## GOAL OF THE EXERCISE:
In how many lines of the records does the word "than" appear? Reply with the number and nothing else.

*** Opening of DATA SHOWN ***

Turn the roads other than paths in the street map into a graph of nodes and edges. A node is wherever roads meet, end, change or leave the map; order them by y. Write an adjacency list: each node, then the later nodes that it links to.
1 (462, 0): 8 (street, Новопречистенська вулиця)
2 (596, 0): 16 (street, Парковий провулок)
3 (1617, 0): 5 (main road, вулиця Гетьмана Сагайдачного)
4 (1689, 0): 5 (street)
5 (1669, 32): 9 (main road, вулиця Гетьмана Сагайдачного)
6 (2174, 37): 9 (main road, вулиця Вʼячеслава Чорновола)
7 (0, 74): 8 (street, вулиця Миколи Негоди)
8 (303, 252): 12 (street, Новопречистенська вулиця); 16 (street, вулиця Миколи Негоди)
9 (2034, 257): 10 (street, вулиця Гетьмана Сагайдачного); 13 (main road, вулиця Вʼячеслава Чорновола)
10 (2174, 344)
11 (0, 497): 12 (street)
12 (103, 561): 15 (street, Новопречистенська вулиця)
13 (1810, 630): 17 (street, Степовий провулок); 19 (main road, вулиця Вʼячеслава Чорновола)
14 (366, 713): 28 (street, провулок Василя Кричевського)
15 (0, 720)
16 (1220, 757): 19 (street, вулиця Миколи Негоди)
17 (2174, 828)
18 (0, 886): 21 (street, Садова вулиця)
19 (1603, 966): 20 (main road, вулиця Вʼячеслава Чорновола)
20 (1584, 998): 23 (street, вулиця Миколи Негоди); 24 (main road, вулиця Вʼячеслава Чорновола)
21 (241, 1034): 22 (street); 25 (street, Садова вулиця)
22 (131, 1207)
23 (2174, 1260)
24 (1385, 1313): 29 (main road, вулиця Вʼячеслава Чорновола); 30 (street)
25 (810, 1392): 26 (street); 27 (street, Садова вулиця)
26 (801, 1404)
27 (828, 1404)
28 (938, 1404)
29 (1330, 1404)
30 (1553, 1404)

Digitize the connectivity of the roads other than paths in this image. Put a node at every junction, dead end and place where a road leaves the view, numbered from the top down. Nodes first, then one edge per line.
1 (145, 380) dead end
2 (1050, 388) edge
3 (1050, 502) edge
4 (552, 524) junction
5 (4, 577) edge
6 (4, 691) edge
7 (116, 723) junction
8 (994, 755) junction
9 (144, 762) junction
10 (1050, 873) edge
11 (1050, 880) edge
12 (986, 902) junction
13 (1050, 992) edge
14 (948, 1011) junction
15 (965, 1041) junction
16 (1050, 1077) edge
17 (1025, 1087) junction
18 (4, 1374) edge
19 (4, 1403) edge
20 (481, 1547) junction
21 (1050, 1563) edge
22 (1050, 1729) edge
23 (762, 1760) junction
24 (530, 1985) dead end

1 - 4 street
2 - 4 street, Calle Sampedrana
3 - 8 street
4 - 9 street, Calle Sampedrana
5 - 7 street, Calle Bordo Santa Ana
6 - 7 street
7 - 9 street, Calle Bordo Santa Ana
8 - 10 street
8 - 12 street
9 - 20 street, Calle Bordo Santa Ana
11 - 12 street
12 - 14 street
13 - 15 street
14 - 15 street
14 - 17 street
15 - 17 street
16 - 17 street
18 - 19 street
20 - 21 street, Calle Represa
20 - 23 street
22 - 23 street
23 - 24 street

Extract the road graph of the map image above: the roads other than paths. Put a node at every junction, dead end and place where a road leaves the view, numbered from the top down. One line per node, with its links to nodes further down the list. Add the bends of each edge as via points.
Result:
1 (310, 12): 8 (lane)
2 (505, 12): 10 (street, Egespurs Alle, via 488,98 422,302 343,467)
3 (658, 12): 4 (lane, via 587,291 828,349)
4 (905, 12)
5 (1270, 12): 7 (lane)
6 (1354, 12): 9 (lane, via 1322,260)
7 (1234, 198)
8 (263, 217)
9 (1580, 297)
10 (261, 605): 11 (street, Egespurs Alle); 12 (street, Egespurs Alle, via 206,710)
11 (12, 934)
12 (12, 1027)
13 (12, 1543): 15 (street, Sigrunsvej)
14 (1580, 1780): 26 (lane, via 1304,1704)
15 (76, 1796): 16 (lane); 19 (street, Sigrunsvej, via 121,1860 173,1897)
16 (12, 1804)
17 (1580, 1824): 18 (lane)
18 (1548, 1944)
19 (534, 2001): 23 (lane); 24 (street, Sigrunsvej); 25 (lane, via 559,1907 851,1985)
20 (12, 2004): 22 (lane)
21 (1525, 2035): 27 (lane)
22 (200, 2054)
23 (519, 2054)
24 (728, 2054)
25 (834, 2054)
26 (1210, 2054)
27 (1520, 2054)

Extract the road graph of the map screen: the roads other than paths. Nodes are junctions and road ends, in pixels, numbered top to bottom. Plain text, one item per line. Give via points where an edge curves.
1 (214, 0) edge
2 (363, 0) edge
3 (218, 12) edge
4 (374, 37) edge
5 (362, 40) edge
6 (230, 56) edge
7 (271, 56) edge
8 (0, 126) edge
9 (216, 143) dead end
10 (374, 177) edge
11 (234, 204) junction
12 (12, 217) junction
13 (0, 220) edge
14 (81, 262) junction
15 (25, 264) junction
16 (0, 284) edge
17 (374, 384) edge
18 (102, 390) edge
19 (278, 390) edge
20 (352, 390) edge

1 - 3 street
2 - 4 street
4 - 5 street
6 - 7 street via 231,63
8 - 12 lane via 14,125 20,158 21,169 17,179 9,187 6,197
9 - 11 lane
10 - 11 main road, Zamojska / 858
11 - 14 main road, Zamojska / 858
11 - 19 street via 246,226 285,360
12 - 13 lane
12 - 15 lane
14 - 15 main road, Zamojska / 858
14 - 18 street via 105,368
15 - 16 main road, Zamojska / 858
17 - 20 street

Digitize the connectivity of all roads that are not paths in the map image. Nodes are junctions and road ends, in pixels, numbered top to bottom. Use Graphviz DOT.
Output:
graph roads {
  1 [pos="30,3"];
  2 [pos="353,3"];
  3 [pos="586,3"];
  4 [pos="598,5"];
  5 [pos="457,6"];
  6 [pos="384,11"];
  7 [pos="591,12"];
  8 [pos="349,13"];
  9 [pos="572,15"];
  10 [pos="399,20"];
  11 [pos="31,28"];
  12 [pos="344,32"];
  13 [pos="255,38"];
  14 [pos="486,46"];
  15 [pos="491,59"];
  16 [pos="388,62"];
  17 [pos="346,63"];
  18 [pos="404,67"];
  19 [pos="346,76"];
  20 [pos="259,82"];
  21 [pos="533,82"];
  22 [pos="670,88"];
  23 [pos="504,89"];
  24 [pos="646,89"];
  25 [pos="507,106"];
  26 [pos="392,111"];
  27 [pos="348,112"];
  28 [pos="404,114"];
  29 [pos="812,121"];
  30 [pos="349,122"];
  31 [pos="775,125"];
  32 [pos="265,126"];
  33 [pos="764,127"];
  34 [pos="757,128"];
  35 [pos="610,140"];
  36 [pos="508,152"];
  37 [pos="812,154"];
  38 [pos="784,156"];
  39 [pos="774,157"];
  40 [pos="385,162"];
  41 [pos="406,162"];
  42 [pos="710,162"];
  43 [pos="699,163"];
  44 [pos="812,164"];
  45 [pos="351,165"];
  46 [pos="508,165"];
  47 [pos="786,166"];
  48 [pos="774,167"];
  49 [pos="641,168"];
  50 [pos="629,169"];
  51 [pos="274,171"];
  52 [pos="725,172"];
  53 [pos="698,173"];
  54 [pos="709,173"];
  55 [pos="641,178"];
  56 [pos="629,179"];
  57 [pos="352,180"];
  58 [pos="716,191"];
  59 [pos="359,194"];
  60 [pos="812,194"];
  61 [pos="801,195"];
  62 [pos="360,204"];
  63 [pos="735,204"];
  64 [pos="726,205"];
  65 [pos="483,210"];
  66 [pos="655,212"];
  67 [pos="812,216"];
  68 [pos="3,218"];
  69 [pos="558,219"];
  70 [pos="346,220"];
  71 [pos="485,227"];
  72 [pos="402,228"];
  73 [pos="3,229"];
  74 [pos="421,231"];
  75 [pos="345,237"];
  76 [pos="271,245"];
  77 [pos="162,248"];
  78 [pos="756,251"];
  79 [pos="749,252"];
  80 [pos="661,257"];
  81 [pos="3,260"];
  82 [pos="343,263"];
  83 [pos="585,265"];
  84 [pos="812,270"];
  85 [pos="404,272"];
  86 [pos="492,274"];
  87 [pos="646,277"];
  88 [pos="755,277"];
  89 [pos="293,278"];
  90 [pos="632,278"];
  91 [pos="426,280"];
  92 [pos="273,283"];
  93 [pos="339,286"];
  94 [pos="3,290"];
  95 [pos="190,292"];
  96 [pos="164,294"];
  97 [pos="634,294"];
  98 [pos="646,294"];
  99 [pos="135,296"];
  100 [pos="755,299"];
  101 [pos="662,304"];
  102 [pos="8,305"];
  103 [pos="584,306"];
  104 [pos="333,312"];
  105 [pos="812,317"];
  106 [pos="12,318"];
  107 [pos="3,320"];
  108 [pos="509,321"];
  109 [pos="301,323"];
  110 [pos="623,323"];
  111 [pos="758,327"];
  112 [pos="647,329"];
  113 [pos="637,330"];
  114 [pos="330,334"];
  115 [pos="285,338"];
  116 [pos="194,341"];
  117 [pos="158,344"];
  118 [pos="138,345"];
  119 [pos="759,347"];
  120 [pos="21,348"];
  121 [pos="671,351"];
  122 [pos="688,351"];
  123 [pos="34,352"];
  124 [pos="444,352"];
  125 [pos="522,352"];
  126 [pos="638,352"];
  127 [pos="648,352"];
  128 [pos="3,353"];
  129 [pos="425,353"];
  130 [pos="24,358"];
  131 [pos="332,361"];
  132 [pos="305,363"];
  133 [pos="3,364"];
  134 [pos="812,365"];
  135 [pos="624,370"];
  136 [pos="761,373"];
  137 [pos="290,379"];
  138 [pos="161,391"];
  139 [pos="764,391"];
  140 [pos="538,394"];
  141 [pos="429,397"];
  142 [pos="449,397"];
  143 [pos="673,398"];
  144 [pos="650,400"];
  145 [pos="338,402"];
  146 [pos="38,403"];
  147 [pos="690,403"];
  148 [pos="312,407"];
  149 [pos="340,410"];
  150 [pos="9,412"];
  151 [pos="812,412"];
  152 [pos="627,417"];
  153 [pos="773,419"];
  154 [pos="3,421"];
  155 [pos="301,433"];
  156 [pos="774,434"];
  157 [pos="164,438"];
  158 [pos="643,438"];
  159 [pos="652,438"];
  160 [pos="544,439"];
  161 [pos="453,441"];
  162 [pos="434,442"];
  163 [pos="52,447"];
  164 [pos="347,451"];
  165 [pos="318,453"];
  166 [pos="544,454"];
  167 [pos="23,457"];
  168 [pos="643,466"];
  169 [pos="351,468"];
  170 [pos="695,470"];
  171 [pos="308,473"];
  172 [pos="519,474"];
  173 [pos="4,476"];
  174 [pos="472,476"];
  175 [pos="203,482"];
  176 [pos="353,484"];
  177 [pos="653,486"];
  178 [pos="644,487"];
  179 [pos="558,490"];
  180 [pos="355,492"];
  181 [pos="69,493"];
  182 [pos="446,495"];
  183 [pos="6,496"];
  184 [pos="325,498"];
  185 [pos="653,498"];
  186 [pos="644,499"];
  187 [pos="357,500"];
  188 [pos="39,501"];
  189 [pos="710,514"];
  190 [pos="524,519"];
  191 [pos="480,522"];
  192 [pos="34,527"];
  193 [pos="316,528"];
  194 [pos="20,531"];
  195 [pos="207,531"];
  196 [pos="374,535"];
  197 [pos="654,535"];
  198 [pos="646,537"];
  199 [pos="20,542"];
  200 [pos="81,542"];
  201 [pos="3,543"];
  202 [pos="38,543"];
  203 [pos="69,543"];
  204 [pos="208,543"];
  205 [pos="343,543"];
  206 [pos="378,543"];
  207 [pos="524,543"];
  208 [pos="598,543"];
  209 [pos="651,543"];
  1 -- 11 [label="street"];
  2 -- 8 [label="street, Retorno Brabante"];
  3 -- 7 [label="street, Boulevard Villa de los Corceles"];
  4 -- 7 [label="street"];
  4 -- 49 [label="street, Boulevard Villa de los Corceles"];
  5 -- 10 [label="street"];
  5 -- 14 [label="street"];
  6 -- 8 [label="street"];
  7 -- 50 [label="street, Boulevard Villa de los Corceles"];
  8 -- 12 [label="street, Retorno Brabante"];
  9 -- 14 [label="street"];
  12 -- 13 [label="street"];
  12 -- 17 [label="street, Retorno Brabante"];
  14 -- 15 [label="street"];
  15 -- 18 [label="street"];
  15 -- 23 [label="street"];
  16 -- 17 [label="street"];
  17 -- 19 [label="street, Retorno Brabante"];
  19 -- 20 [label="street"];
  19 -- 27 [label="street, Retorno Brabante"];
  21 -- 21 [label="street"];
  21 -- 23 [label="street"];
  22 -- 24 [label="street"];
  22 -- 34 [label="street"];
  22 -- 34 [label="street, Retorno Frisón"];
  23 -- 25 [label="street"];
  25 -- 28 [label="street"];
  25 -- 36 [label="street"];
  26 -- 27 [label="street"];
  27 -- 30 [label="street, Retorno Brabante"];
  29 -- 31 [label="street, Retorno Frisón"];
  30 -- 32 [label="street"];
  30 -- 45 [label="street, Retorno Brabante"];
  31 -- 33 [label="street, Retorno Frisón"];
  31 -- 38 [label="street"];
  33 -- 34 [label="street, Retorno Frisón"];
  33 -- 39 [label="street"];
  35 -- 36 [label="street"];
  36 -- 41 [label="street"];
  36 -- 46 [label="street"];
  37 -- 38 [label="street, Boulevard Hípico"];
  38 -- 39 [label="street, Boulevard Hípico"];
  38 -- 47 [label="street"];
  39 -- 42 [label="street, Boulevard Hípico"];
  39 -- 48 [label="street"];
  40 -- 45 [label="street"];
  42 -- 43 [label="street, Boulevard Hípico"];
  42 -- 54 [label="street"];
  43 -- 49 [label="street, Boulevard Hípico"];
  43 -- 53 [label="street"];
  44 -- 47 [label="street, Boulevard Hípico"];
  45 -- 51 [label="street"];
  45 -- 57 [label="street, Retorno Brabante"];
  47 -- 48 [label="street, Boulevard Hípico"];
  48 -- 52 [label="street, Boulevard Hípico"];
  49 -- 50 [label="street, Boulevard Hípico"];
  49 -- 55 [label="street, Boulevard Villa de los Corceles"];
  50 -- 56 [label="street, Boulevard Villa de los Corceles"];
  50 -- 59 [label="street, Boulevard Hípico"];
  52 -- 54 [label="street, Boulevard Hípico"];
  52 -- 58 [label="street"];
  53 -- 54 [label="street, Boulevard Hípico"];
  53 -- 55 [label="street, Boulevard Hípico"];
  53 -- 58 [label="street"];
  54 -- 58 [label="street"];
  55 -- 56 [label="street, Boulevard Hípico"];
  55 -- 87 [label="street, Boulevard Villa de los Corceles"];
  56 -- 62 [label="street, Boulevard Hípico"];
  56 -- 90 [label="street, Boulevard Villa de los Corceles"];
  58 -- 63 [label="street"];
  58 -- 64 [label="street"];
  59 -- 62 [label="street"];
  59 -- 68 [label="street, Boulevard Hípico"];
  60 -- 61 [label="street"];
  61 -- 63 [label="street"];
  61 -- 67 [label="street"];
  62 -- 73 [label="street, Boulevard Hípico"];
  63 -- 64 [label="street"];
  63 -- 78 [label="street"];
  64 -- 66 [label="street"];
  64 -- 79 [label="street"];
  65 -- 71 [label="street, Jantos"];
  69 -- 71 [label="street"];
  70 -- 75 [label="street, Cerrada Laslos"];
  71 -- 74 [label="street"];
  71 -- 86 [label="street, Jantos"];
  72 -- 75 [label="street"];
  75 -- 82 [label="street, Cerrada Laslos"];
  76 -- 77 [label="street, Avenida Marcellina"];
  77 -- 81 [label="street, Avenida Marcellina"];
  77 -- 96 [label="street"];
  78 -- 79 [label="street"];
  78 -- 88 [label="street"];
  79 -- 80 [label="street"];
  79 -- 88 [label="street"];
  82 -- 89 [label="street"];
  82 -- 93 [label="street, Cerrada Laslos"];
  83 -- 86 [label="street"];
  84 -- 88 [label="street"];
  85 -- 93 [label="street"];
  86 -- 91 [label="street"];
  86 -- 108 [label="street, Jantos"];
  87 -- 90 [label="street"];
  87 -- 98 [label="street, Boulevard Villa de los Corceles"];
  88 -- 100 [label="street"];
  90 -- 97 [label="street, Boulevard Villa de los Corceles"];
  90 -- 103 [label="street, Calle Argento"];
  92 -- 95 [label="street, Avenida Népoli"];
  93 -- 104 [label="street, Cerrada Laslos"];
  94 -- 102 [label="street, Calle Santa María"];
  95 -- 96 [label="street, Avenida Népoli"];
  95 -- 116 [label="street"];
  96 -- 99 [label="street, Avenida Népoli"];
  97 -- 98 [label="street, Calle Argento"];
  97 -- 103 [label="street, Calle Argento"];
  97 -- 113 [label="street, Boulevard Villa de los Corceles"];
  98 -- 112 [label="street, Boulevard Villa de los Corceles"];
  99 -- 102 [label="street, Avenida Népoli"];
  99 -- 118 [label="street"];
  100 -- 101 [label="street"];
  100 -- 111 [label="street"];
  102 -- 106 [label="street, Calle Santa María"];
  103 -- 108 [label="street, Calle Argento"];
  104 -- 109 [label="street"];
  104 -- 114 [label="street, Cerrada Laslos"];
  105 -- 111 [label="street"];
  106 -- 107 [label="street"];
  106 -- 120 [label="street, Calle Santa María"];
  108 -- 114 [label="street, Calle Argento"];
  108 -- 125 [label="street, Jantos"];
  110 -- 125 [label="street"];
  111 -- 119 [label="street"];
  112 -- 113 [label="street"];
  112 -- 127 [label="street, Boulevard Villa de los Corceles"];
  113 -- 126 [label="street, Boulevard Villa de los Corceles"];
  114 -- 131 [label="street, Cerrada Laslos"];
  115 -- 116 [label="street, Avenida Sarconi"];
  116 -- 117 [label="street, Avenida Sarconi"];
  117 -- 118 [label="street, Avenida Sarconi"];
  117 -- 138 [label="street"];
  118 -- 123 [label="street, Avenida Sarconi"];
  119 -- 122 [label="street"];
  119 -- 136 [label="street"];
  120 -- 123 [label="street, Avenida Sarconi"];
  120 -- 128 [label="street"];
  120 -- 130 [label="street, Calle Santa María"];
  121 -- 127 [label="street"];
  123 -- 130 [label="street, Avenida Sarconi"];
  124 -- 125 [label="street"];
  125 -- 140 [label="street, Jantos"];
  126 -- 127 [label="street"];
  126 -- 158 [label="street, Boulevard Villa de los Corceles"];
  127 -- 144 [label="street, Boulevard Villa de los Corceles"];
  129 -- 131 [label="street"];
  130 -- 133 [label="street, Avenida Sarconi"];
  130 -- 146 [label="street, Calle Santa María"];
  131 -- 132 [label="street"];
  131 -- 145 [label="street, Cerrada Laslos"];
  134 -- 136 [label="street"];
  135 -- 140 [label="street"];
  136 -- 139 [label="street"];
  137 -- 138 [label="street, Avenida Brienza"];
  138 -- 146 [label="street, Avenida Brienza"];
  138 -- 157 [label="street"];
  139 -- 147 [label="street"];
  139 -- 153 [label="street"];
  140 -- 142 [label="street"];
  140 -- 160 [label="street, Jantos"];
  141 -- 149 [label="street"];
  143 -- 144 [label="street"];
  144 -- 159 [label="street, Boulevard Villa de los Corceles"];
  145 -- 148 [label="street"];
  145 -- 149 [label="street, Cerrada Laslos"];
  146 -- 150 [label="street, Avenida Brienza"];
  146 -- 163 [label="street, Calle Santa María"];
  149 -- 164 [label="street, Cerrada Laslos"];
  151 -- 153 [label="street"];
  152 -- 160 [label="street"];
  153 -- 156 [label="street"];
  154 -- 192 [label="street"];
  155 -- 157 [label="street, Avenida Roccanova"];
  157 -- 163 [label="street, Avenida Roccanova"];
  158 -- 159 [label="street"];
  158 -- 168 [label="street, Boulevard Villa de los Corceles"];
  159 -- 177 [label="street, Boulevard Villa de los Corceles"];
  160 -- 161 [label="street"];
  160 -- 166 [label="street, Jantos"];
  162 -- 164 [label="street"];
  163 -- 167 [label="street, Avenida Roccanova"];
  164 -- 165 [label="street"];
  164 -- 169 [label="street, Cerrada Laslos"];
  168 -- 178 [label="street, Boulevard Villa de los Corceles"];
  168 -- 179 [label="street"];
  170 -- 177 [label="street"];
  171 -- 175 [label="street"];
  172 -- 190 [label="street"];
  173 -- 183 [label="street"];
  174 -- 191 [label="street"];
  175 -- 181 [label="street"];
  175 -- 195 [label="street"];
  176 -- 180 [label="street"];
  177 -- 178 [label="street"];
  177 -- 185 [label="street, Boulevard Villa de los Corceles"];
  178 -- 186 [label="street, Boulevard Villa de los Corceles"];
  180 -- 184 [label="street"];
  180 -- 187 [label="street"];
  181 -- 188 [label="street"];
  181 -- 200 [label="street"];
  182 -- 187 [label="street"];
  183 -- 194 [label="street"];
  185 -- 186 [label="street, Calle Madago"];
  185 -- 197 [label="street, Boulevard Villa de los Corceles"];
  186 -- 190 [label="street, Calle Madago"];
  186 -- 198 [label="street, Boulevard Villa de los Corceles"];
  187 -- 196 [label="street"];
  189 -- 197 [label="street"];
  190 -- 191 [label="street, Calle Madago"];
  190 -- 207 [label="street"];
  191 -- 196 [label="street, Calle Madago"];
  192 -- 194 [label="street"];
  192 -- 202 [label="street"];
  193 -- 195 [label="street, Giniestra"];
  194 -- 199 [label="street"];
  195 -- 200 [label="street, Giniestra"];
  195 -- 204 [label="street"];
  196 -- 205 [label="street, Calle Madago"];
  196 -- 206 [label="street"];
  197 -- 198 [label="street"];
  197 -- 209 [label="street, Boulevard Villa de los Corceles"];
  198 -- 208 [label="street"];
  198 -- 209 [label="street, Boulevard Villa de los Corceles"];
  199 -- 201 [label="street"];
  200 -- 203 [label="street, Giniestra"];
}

*** Close of DATA SHOWN ***

## RESPONSE AREA:
4